Remapping Python Opcodes

Original text by Chris Lyne

In my previous blog post, I talked about compiled Python (.pyc) files that I couldn’t manage to decompile. Because of this, my ability to audit the source code of Druva inSync was limited, and I felt compelled to dig deeper. What I found was that all of the operation codes (opcodes) had been shuffled around. This is a known technique for obfuscating Python bytecode. I’ll take you step by step through how I fixed these opcodes to successfully recover the source code. This technique is not limited to Druva and can generally be used to remap any Python opcodes.

Let’s first look at the problem.

It won’t decompile

In the installation directory of Druva inSync, you’ll notice that there is a Python27.dll and When inSync.exe boots up, these files are immediately read. I’ve filtered the procmon output for brevity. This behavior is indicative of an application built with py2exe.

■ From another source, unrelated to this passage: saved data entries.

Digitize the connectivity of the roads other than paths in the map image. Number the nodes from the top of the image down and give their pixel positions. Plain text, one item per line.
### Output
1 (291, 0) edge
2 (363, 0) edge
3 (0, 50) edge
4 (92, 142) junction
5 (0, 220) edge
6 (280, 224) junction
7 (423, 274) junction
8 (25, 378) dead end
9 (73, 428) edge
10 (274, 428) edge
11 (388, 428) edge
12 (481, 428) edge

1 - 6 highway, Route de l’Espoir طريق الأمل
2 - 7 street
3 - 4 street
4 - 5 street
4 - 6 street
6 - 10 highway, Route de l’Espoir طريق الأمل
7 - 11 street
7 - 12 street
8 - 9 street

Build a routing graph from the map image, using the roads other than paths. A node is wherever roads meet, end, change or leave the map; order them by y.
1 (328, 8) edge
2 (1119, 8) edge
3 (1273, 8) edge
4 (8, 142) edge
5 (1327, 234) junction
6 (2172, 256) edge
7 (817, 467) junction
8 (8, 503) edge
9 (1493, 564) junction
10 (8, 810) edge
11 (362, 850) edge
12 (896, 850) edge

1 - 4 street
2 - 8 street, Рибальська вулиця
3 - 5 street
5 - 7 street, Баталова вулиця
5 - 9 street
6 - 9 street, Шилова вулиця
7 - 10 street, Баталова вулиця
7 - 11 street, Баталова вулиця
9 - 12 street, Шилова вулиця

When you unzip, it contains a bunch of compiled Python modules — custom and standard. Shown below is a subset of the whole.

.pyc’s can often be decompiled pretty quickly by tools like uncompyle6. For example, struct.pyc is part of the Python standard library, and it decompiles just fine — only a few imports.

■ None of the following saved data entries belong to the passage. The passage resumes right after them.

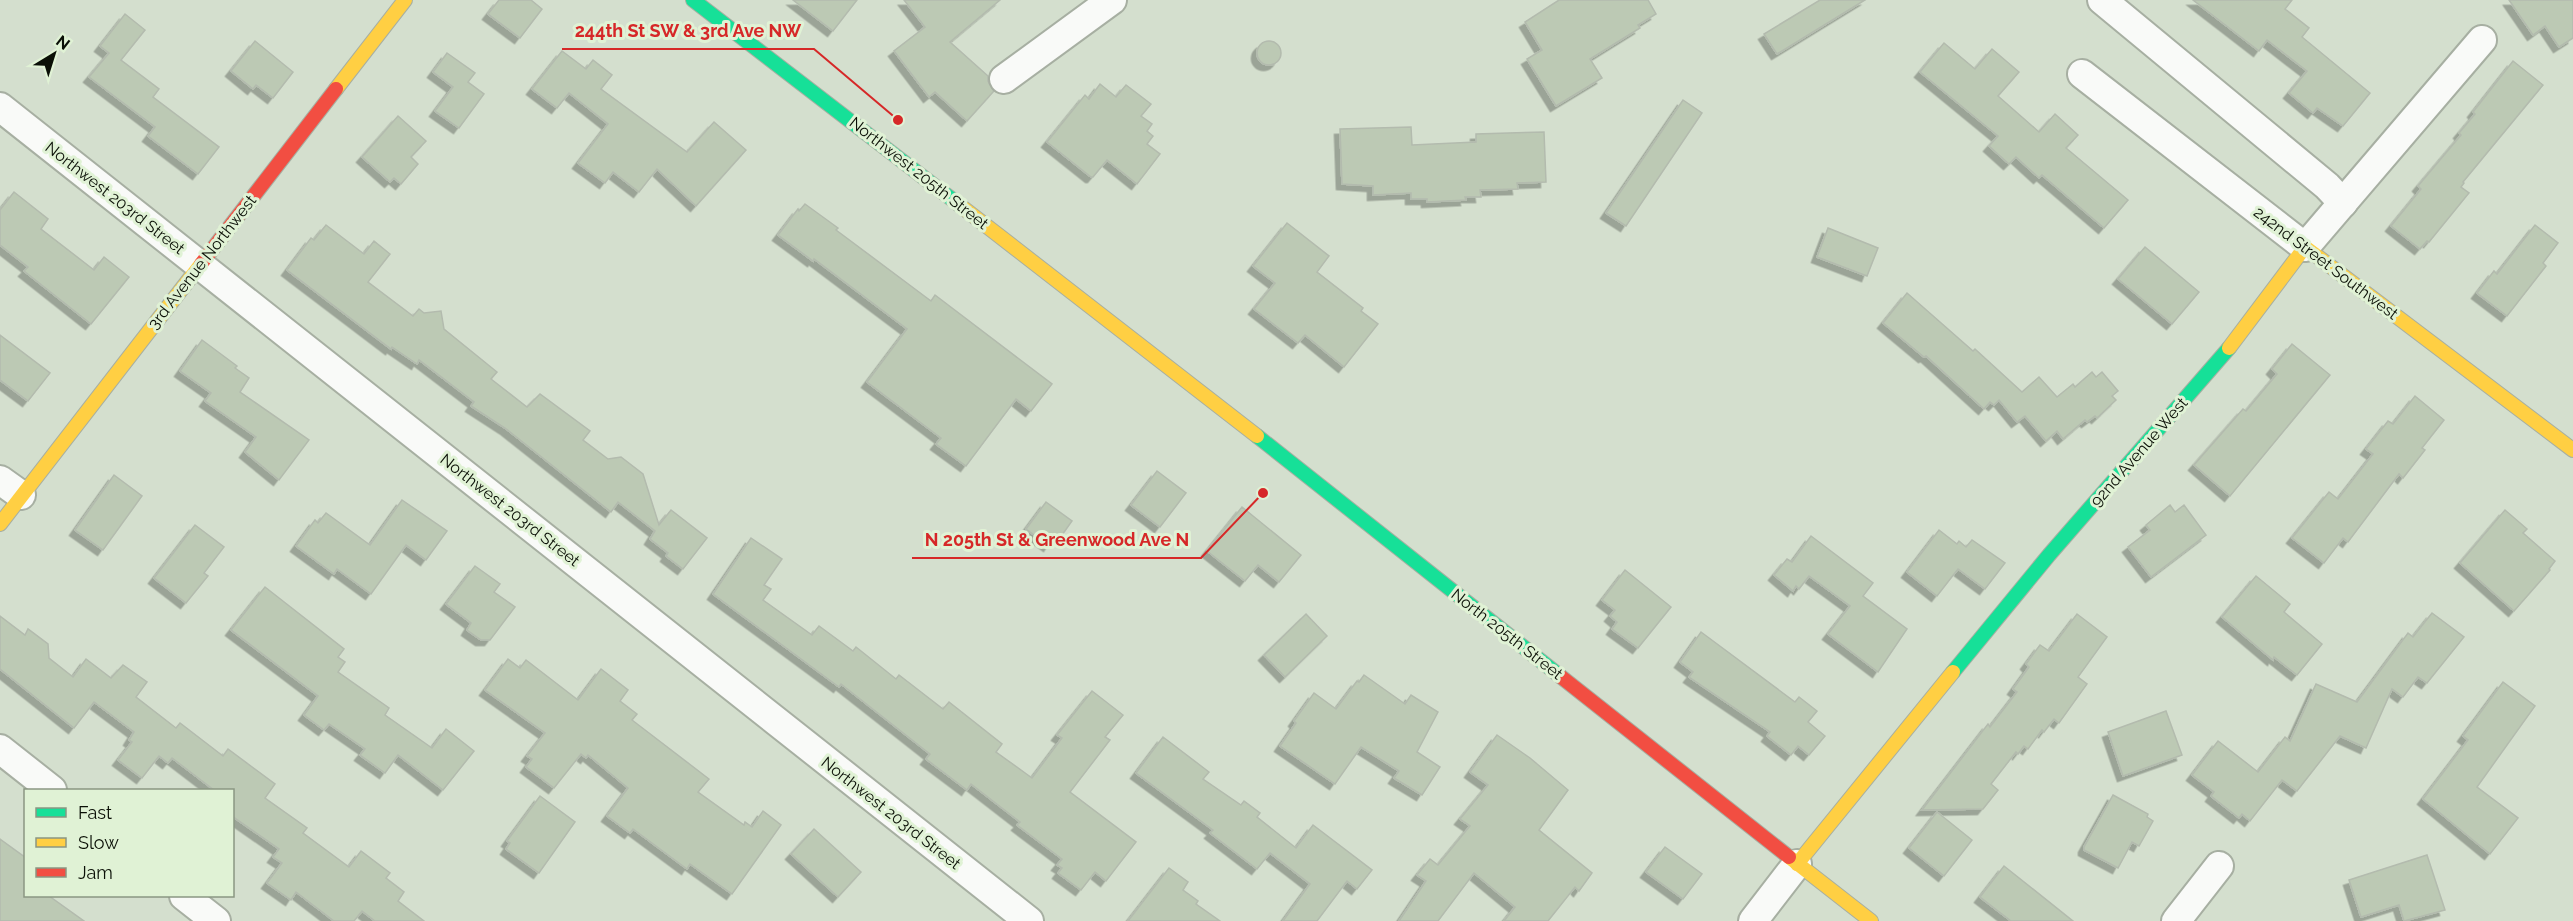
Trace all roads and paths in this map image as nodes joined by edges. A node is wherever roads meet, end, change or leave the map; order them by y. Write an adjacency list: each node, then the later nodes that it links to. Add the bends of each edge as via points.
1 (405, 0): 11 (street, 3rd Avenue Northwest)
2 (693, 0): 12 (street, Northwest 205th Street)
3 (1112, 0): 7 (street)
4 (2102, 0): 9 (street)
5 (2482, 40): 9 (street, 92nd Avenue West)
6 (2082, 74): 10 (street, 242nd Street Southwest)
7 (1004, 79)
8 (0, 107): 11 (street, Northwest 203rd Street)
9 (2343, 203): 10 (street, 92nd Avenue West)
10 (2305, 247): 13 (street, 242nd Street Southwest); 18 (street, 92nd Avenue West, via 2233,343 2049,555)
11 (200, 265): 14 (street, 3rd Avenue Northwest); 21 (street, Northwest 203rd Street)
12 (1144, 347): 18 (street, North 205th Street)
13 (2573, 450)
14 (10, 488): 15 (street, 3rd Avenue Northwest)
15 (0, 524)
16 (0, 749): 17 (street)
17 (51, 789)
18 (1797, 864): 23 (street); 24 (street, North 205th Street)
19 (2219, 866): 25 (street)
20 (185, 897): 22 (street)
21 (1024, 918)
22 (216, 921)
23 (1753, 921)
24 (1871, 921)
25 (2176, 921)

Decompiling normal struct.pyc

Now, doing the same against the struct.pyc packaged in, here’s the output:

Decompiling Druva struct.pyc

Unknown magic number 62216.

But why?

If you were to look at a .pyc file in a hex editor, the magic number is in the first 2 bytes of the file, and it will be different depending on the Python version that compiled it. For example, here is 62216:

Druva magic number

62216 is not a documented magic number. But 62211 is close to it, and that corresponds to version 2.7.

What’s strange is that the python27.dll distributed in the Druva inSync installation is version 2.7, hence the DLL name. Yet, its magic number is different.

Druva python27.dll

This looks nearly identical to the normal 2.7.15150.1013 DLL.

Normal python27.dll

The size and modified date are a little different, but the version is the same. If the version is the same, why is the magic number not 62211?

Digging into the OpCodes

My next idea was to load up a Python interpreter using the Druva inSync libraries. I did this by first dropping the Druva python27.dll into c:\Python27. I also had to ensure that the search path pointed to the Python modules distributed with Druva inSync.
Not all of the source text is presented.